Go through the listing and write out each line exactly.
(RECORDS begins)
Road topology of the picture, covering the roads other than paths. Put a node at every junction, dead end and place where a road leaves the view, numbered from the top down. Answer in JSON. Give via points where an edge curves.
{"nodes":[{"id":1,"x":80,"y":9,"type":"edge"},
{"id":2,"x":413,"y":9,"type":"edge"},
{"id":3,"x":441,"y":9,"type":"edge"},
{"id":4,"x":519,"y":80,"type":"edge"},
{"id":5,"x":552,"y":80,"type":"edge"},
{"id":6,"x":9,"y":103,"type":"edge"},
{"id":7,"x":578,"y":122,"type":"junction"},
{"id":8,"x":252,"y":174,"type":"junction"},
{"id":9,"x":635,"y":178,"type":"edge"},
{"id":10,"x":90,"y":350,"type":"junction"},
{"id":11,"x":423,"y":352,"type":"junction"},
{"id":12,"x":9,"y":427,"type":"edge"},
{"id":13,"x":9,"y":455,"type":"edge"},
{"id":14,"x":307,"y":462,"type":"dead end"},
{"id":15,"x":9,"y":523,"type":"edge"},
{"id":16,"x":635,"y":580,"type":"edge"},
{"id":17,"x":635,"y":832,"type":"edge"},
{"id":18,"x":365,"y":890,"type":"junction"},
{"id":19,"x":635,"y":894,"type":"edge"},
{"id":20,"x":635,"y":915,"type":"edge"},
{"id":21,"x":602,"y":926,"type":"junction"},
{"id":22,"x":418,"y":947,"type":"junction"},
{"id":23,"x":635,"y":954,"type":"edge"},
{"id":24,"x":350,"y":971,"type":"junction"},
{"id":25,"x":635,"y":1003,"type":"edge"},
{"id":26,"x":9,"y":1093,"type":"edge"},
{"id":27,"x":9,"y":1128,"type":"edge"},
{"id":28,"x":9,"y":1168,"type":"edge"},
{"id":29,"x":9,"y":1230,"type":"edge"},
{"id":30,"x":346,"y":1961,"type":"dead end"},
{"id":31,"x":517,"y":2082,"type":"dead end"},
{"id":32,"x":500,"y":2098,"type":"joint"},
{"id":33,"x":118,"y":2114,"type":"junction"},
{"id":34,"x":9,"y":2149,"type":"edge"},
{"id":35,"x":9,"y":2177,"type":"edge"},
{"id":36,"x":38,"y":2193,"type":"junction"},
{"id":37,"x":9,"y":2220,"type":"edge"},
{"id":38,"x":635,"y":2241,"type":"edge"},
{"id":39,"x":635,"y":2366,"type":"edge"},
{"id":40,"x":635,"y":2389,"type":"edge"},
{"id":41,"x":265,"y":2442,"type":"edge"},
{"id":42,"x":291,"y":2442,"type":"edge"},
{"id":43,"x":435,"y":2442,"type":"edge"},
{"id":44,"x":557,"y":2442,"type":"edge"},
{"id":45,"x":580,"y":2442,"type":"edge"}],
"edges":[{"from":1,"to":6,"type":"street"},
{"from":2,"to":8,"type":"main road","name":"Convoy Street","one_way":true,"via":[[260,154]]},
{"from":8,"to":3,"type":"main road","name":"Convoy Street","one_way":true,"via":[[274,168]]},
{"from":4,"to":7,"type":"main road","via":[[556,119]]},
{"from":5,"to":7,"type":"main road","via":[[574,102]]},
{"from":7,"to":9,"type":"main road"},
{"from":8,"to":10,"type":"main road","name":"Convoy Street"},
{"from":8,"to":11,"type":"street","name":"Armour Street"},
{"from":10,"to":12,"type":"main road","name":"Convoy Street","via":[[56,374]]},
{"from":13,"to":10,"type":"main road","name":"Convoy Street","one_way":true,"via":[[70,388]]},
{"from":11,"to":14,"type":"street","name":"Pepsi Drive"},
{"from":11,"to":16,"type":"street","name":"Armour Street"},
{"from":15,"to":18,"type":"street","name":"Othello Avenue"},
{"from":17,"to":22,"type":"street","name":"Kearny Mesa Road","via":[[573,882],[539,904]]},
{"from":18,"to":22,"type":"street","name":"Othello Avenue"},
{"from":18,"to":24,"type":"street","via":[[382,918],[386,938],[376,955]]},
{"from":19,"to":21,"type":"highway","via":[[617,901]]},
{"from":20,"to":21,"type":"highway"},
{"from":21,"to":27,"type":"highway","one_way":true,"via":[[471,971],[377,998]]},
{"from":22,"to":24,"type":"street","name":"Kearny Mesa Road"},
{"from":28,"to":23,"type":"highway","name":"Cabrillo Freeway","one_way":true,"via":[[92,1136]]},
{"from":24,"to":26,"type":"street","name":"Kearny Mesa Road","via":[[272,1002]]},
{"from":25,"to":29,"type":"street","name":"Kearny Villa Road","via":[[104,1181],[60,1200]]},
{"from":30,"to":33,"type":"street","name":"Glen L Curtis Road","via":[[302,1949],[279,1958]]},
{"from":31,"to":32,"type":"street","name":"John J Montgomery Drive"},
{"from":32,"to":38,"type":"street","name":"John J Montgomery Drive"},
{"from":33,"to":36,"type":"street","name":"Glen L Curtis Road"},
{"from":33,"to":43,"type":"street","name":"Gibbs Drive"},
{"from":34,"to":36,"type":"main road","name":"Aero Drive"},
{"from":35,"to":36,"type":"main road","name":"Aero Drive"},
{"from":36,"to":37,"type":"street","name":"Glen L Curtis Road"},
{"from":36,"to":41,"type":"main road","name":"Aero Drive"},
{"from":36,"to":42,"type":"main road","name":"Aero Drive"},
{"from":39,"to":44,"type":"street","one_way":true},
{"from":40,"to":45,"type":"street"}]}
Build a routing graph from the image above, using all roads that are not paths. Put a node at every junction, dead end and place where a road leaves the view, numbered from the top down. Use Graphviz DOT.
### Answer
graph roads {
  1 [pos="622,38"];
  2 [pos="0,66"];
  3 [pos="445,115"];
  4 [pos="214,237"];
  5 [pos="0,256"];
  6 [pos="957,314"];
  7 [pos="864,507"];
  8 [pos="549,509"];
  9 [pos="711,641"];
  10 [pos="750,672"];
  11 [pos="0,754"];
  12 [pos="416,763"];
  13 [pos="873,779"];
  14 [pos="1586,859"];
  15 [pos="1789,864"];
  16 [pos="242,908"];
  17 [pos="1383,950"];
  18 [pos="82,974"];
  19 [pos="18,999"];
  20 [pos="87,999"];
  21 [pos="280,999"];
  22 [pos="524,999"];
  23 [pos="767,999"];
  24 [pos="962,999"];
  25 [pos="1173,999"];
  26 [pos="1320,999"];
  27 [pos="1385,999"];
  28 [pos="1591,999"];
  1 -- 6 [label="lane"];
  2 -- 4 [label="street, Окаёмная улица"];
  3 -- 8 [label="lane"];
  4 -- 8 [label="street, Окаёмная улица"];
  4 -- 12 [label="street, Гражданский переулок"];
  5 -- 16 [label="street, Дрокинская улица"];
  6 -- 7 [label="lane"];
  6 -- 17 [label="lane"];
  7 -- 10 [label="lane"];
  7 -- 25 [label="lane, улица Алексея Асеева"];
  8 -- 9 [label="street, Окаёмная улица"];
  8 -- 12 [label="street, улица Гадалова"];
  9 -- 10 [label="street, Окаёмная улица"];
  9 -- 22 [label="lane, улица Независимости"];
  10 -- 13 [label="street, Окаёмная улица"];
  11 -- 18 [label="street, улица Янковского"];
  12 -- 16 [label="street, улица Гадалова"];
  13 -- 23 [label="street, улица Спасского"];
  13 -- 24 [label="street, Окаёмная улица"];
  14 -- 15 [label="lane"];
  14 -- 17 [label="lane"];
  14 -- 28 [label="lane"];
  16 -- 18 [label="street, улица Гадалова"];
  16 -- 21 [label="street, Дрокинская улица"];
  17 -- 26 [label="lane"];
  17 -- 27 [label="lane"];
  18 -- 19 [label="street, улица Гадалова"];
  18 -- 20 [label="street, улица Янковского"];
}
(RECORDS ends)
**SOLVED PROBLEM:**
Road topology of the picture, covering the roads other than paths. Put a node at every junction, dead end and place where a road leaves the view, numbered from the top down. Answer in JSON. Give via points where an edge curves.
{"nodes":[{"id":1,"x":80,"y":9,"type":"edge"},
{"id":2,"x":413,"y":9,"type":"edge"},
{"id":3,"x":441,"y":9,"type":"edge"},
{"id":4,"x":519,"y":80,"type":"edge"},
{"id":5,"x":552,"y":80,"type":"edge"},
{"id":6,"x":9,"y":103,"type":"edge"},
{"id":7,"x":578,"y":122,"type":"junction"},
{"id":8,"x":252,"y":174,"type":"junction"},
{"id":9,"x":635,"y":178,"type":"edge"},
{"id":10,"x":90,"y":350,"type":"junction"},
{"id":11,"x":423,"y":352,"type":"junction"},
{"id":12,"x":9,"y":427,"type":"edge"},
{"id":13,"x":9,"y":455,"type":"edge"},
{"id":14,"x":307,"y":462,"type":"dead end"},
{"id":15,"x":9,"y":523,"type":"edge"},
{"id":16,"x":635,"y":580,"type":"edge"},
{"id":17,"x":635,"y":832,"type":"edge"},
{"id":18,"x":365,"y":890,"type":"junction"},
{"id":19,"x":635,"y":894,"type":"edge"},
{"id":20,"x":635,"y":915,"type":"edge"},
{"id":21,"x":602,"y":926,"type":"junction"},
{"id":22,"x":418,"y":947,"type":"junction"},
{"id":23,"x":635,"y":954,"type":"edge"},
{"id":24,"x":350,"y":971,"type":"junction"},
{"id":25,"x":635,"y":1003,"type":"edge"},
{"id":26,"x":9,"y":1093,"type":"edge"},
{"id":27,"x":9,"y":1128,"type":"edge"},
{"id":28,"x":9,"y":1168,"type":"edge"},
{"id":29,"x":9,"y":1230,"type":"edge"},
{"id":30,"x":346,"y":1961,"type":"dead end"},
{"id":31,"x":517,"y":2082,"type":"dead end"},
{"id":32,"x":500,"y":2098,"type":"joint"},
{"id":33,"x":118,"y":2114,"type":"junction"},
{"id":34,"x":9,"y":2149,"type":"edge"},
{"id":35,"x":9,"y":2177,"type":"edge"},
{"id":36,"x":38,"y":2193,"type":"junction"},
{"id":37,"x":9,"y":2220,"type":"edge"},
{"id":38,"x":635,"y":2241,"type":"edge"},
{"id":39,"x":635,"y":2366,"type":"edge"},
{"id":40,"x":635,"y":2389,"type":"edge"},
{"id":41,"x":265,"y":2442,"type":"edge"},
{"id":42,"x":291,"y":2442,"type":"edge"},
{"id":43,"x":435,"y":2442,"type":"edge"},
{"id":44,"x":557,"y":2442,"type":"edge"},
{"id":45,"x":580,"y":2442,"type":"edge"}],
"edges":[{"from":1,"to":6,"type":"street"},
{"from":2,"to":8,"type":"main road","name":"Convoy Street","one_way":true,"via":[[260,154]]},
{"from":8,"to":3,"type":"main road","name":"Convoy Street","one_way":true,"via":[[274,168]]},
{"from":4,"to":7,"type":"main road","via":[[556,119]]},
{"from":5,"to":7,"type":"main road","via":[[574,102]]},
{"from":7,"to":9,"type":"main road"},
{"from":8,"to":10,"type":"main road","name":"Convoy Street"},
{"from":8,"to":11,"type":"street","name":"Armour Street"},
{"from":10,"to":12,"type":"main road","name":"Convoy Street","via":[[56,374]]},
{"from":13,"to":10,"type":"main road","name":"Convoy Street","one_way":true,"via":[[70,388]]},
{"from":11,"to":14,"type":"street","name":"Pepsi Drive"},
{"from":11,"to":16,"type":"street","name":"Armour Street"},
{"from":15,"to":18,"type":"street","name":"Othello Avenue"},
{"from":17,"to":22,"type":"street","name":"Kearny Mesa Road","via":[[573,882],[539,904]]},
{"from":18,"to":22,"type":"street","name":"Othello Avenue"},
{"from":18,"to":24,"type":"street","via":[[382,918],[386,938],[376,955]]},
{"from":19,"to":21,"type":"highway","via":[[617,901]]},
{"from":20,"to":21,"type":"highway"},
{"from":21,"to":27,"type":"highway","one_way":true,"via":[[471,971],[377,998]]},
{"from":22,"to":24,"type":"street","name":"Kearny Mesa Road"},
{"from":28,"to":23,"type":"highway","name":"Cabrillo Freeway","one_way":true,"via":[[92,1136]]},
{"from":24,"to":26,"type":"street","name":"Kearny Mesa Road","via":[[272,1002]]},
{"from":25,"to":29,"type":"street","name":"Kearny Villa Road","via":[[104,1181],[60,1200]]},
{"from":30,"to":33,"type":"street","name":"Glen L Curtis Road","via":[[302,1949],[279,1958]]},
{"from":31,"to":32,"type":"street","name":"John J Montgomery Drive"},
{"from":32,"to":38,"type":"street","name":"John J Montgomery Drive"},
{"from":33,"to":36,"type":"street","name":"Glen L Curtis Road"},
{"from":33,"to":43,"type":"street","name":"Gibbs Drive"},
{"from":34,"to":36,"type":"main road","name":"Aero Drive"},
{"from":35,"to":36,"type":"main road","name":"Aero Drive"},
{"from":36,"to":37,"type":"street","name":"Glen L Curtis Road"},
{"from":36,"to":41,"type":"main road","name":"Aero Drive"},
{"from":36,"to":42,"type":"main road","name":"Aero Drive"},
{"from":39,"to":44,"type":"street","one_way":true},
{"from":40,"to":45,"type":"street"}]}
Build a routing graph from the image above, using all roads that are not paths. Put a node at every junction, dead end and place where a road leaves the view, numbered from the top down. Use Graphviz DOT.
### Answer
graph roads {
  1 [pos="622,38"];
  2 [pos="0,66"];
  3 [pos="445,115"];
  4 [pos="214,237"];
  5 [pos="0,256"];
  6 [pos="957,314"];
  7 [pos="864,507"];
  8 [pos="549,509"];
  9 [pos="711,641"];
  10 [pos="750,672"];
  11 [pos="0,754"];
  12 [pos="416,763"];
  13 [pos="873,779"];
  14 [pos="1586,859"];
  15 [pos="1789,864"];
  16 [pos="242,908"];
  17 [pos="1383,950"];
  18 [pos="82,974"];
  19 [pos="18,999"];
  20 [pos="87,999"];
  21 [pos="280,999"];
  22 [pos="524,999"];
  23 [pos="767,999"];
  24 [pos="962,999"];
  25 [pos="1173,999"];
  26 [pos="1320,999"];
  27 [pos="1385,999"];
  28 [pos="1591,999"];
  1 -- 6 [label="lane"];
  2 -- 4 [label="street, Окаёмная улица"];
  3 -- 8 [label="lane"];
  4 -- 8 [label="street, Окаёмная улица"];
  4 -- 12 [label="street, Гражданский переулок"];
  5 -- 16 [label="street, Дрокинская улица"];
  6 -- 7 [label="lane"];
  6 -- 17 [label="lane"];
  7 -- 10 [label="lane"];
  7 -- 25 [label="lane, улица Алексея Асеева"];
  8 -- 9 [label="street, Окаёмная улица"];
  8 -- 12 [label="street, улица Гадалова"];
  9 -- 10 [label="street, Окаёмная улица"];
  9 -- 22 [label="lane, улица Независимости"];
  10 -- 13 [label="street, Окаёмная улица"];
  11 -- 18 [label="street, улица Янковского"];
  12 -- 16 [label="street, улица Гадалова"];
  13 -- 23 [label="street, улица Спасского"];
  13 -- 24 [label="street, Окаёмная улица"];
  14 -- 15 [label="lane"];
  14 -- 17 [label="lane"];
  14 -- 28 [label="lane"];
  16 -- 18 [label="street, улица Гадалова"];
  16 -- 21 [label="street, Дрокинская улица"];
  17 -- 26 [label="lane"];
  17 -- 27 [label="lane"];
  18 -- 19 [label="street, улица Гадалова"];
  18 -- 20 [label="street, улица Янковского"];
}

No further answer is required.